We're entering a new era where the somatic. Aspects of all forms of therapy will be the main game. Yeah. I think you're right on that. Leigh, I ask everyone the name of this podcast is breaking free, coming back to me. What does that mean most to you today in this moment? So breaking free, coming back to me is, it's acknowledging and accepting that there's a I don't have to push, shove, control, manage, fix anything to just be me.
So I break free of all that trying and the less I try, the more I am.
It gives me chills. I love it. Less I try, the more I am.
And if you had one piece of advice that you could have given to your 17 year old self, or to a 17 year old self that's traveling through life now, what would that be?
I could be very direct in some respects. And say to tell everybody else to, what to do with it. My 17 year old self probably would have then gone and done that. So that wouldn't be good. It would be
take time for yourself. There is no hurry. You'll find yourself beyond the hurry. Say that one more time. You'll find yourself beyond the hurry. On the hurry. Find yourself beyond the hurry. Beautiful. We. It is always such a pleasure to spend time with you, to sit in your wisdom, your curiosity.

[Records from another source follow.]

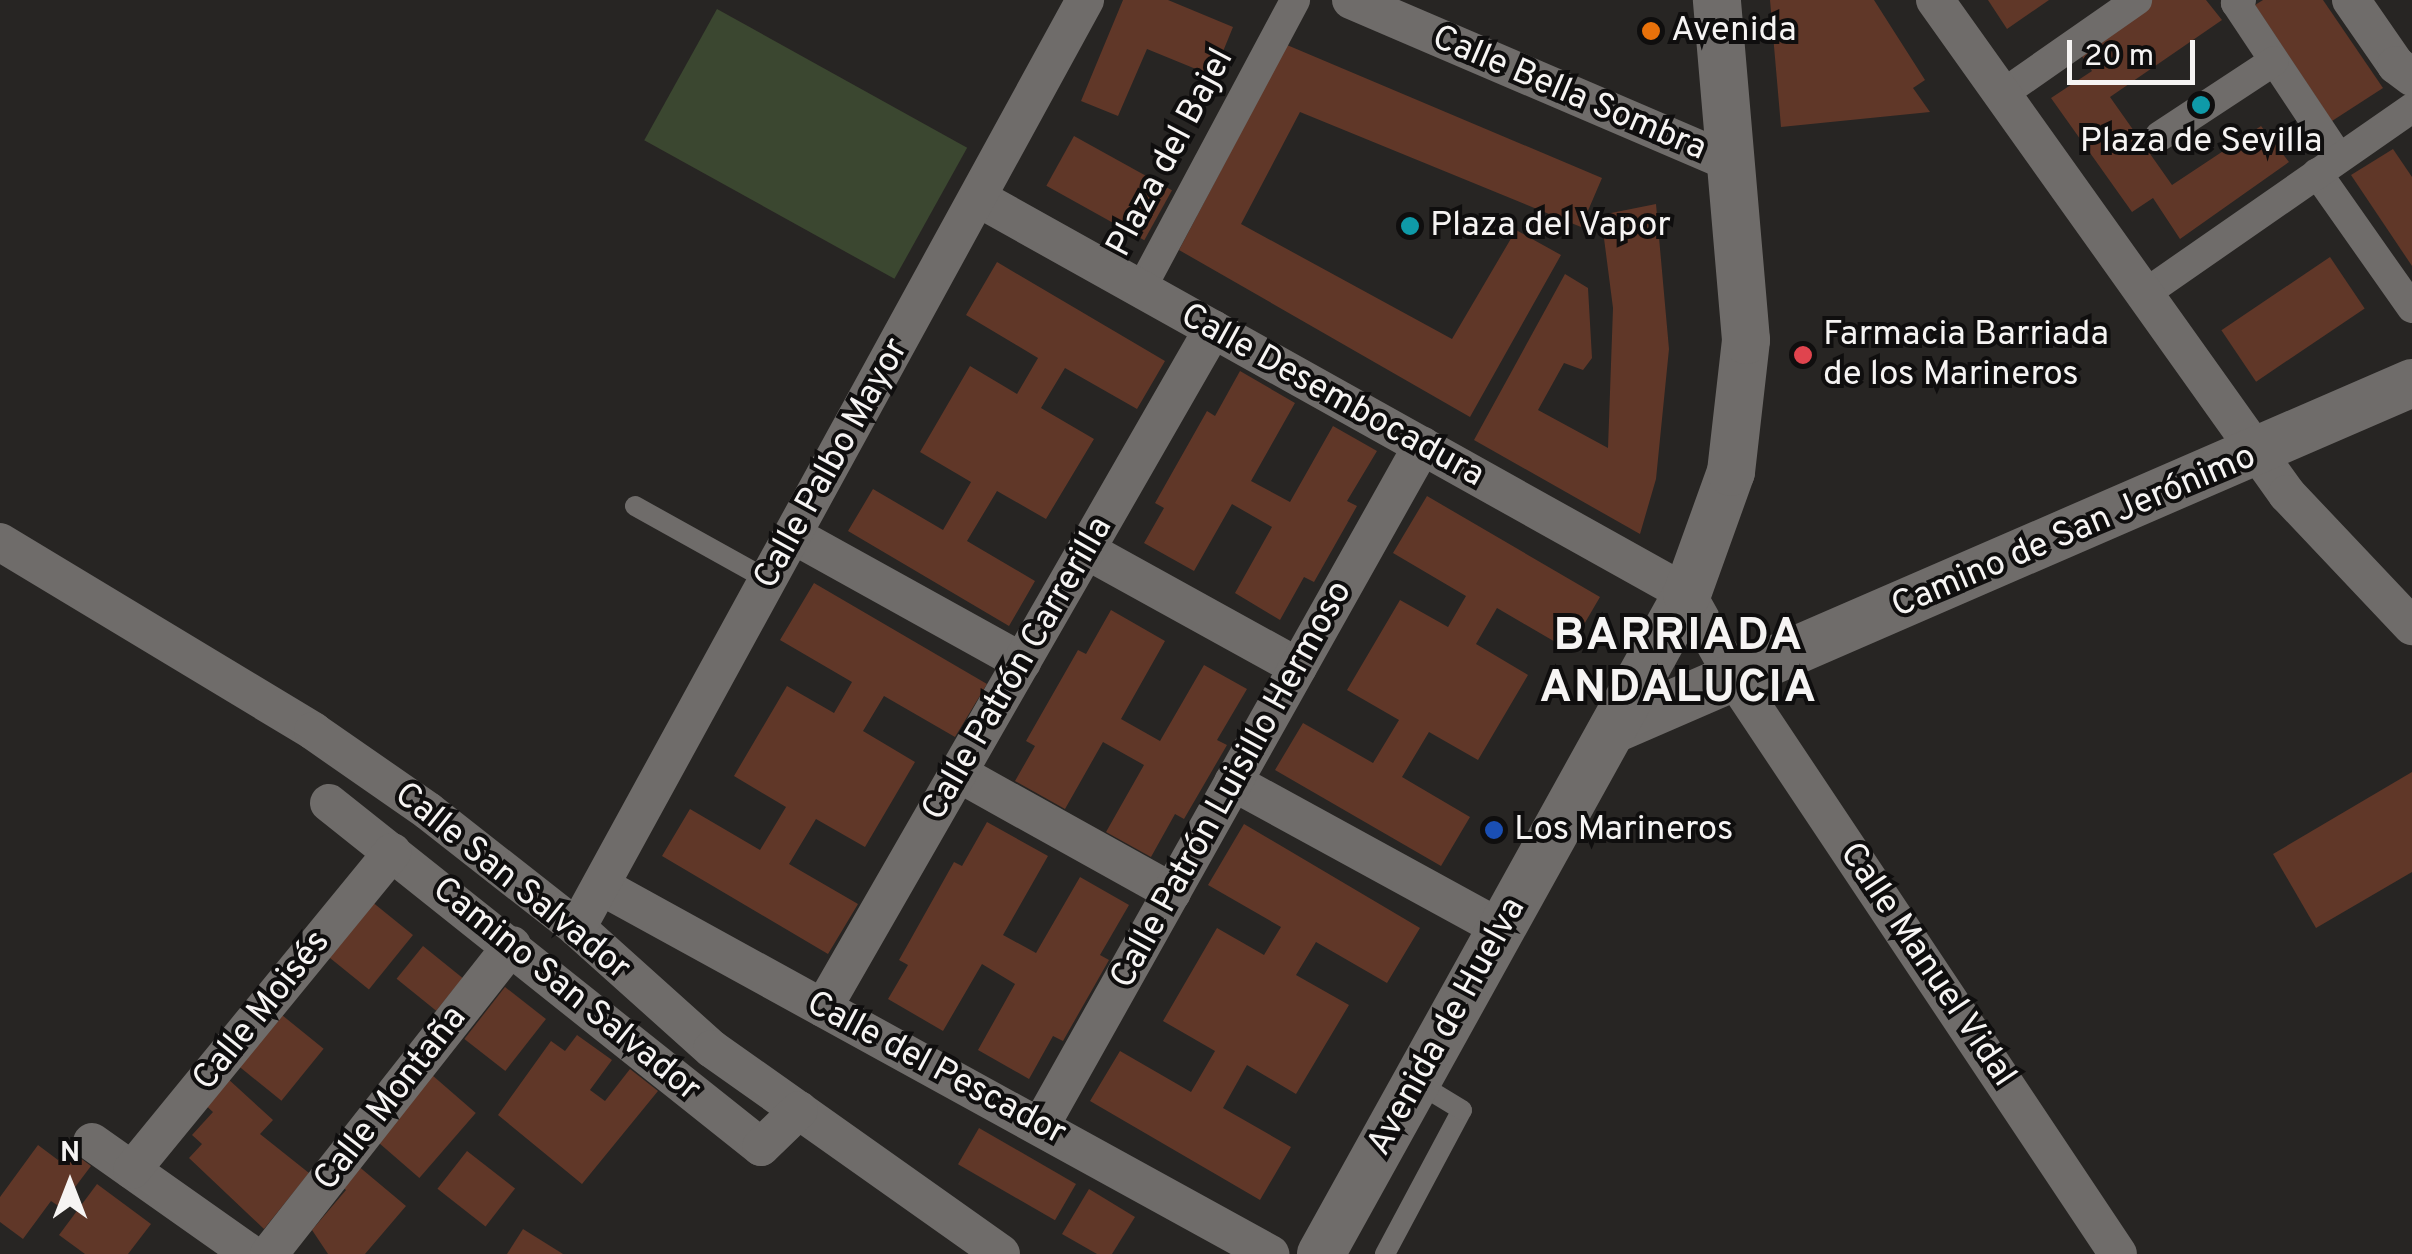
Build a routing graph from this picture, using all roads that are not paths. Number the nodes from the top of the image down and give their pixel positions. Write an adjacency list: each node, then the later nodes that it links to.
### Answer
1 (1085, 0): 16 (street, Calle Palbo Mayor)
2 (1295, 0): 17 (street, Plaza del Bajel)
3 (1351, 0): 14 (street, Calle Bella Sombra)
4 (1717, 0): 14 (street, Avenida de Huelva)
5 (1935, 0): 11 (street)
6 (2137, 0): 11 (street)
7 (2241, 0): 9 (street)
8 (2351, 0): 10 (street)
9 (2274, 61): 13 (street); 15 (street)
10 (2412, 77)
11 (2001, 95): 18 (street)
12 (2412, 108): 15 (street)
13 (2160, 136)
14 (1732, 164): 29 (street, Avenida de Huelva)
15 (2328, 166): 18 (street); 19 (street)
16 (978, 198): 17 (street, Calle Desembocadura); 25 (street, Calle Palbo Mayor)
17 (1141, 289): 20 (street, Calle Desembocadura)
18 (2143, 295): 23 (street)
19 (2412, 308)
20 (1213, 329): 22 (street, Calle Desembocadura); 27 (street, Calle Patrón Carrerilla)
21 (2412, 383): 23 (street, Camino de San Jerónimo)
22 (1422, 446): 29 (street, Calle Desembocadura); 32 (street, Calle Patrón Luisillo Hermoso)
23 (2261, 452): 30 (street); 33 (street, Camino de San Jerónimo)
24 (636, 506): 28 (lane)
25 (793, 535): 28 (street, Calle Palbo Mayor); 31 (street)
26 (0, 542): 41 (street, Calle San Salvador)
27 (1086, 550): 31 (street, Calle Patrón Carrerilla); 32 (street)
28 (768, 580): 39 (street, Calle Palbo Mayor)
29 (1687, 594): 33 (street); 34 (street, Avenida de Huelva)
30 (2412, 626)
31 (1022, 662): 35 (street, Calle Patrón Carrerilla)
32 (1298, 667): 36 (street, Calle Patrón Luisillo Hermoso)
33 (1734, 678): 34 (street, Camino de San Jerónimo); 56 (street, Calle Manuel Vidal)
34 (1612, 730): 42 (street, Avenida de Huelva)
35 (958, 773): 40 (street); 44 (street, Calle Patrón Carrerilla)
36 (1234, 782): 40 (street, Calle Patrón Luisillo Hermoso); 42 (street)
37 (329, 803): 38 (street, Camino San Salvador)
38 (392, 852): 43 (street, Camino San Salvador); 49 (street, Calle Moisés)
39 (600, 886): 41 (street, Calle Palbo Mayor); 44 (street, Calle del Pescador)
40 (1172, 892): 47 (street, Calle Patrón Luisillo Hermoso)
41 (577, 928): 46 (street, Calle San Salvador)
42 (1501, 929): 45 (street, Avenida de Huelva)
43 (512, 945): 46 (street, Camino San Salvador); 51 (street, Calle Montaña)
44 (822, 1008): 47 (street, Calle del Pescador)
45 (1416, 1082): 54 (street, Avenida de Huelva); 55 (lane)
46 (798, 1110): 52 (street, Calle San Salvador)
47 (1041, 1125): 53 (street, Calle del Pescador)
48 (92, 1142): 49 (street)
49 (132, 1170): 50 (street)
50 (251, 1254)
51 (269, 1254)
52 (1001, 1254)
53 (1270, 1254)
54 (1321, 1254)
55 (1385, 1254)
56 (2118, 1254)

Your heart. And I am just so grateful that the word yoga therapy dropped in for me out of the ether while I was doing my, my, my child's sLeighp training and that you happen to be at the helm of Yoga Australia, which is, of course, my home at the moment. And. That friendship blossomed from there. So thank you for coming and sharing your time with us today.
I hope you enjoyed this conversation with Li today. Here are my top takeaways from this episode. One, the power of letting go. When we learn how to release rigid rules and expectations, we are freed up to live authentically and trust our journey and discover the true meaning of ease and simply being.
Two, stillness is transformative. When we embrace stillness in our yoga practice or our daily life, it guides us back to our true essence. It's in those quiet moments that we will find our most powerful insights. 3. Trust your body's wisdom. The body holds so many answers. By tuning in to the physical sensations of the body, we can gain clarity on life's decisions and recognize when something feels right.
And also when something doesn't feel right. 4. Experimentation leads to growth. Life is an experiment. Allow the space for trial and error as you discover what works for you fear of failure. Every choice helps refine your unique path, and there is no one way to do life. 5. Balancing structure with flexibility.
While structure helps ground us, flexibility allows for growth and self expression. Learn the balance between rules and freedom to create a life aligned with who you really are. 6. Stillness and surrender. Finding a practice of stillness is so important and this can extend beyond yoga. When we sit in stillness and we allow for life and its uncertainties, it offers us a deeper understanding the ability to surrender into what's unfolding and trusting the
Speaking of which, that leads me to my own personal decision to come back into stillness to recognize that even though conceptually and strategically I had intentions to be launching a new program, coming off the back of my Align Your Life Challenge now isn't actually the time. Now is the time for stillness.
Now is the time for me to pause. Now is the time for me to be. And so I'm going into a little bit of a quieter phase. I've got plenty of podcasts coming for you, but on the work front and launching new programs, things are gonna be a little bit quiet until after I move house later this year. So you'll see me here on the podcast.
And other than that, I'll be speaking to you again in quarter three of this year.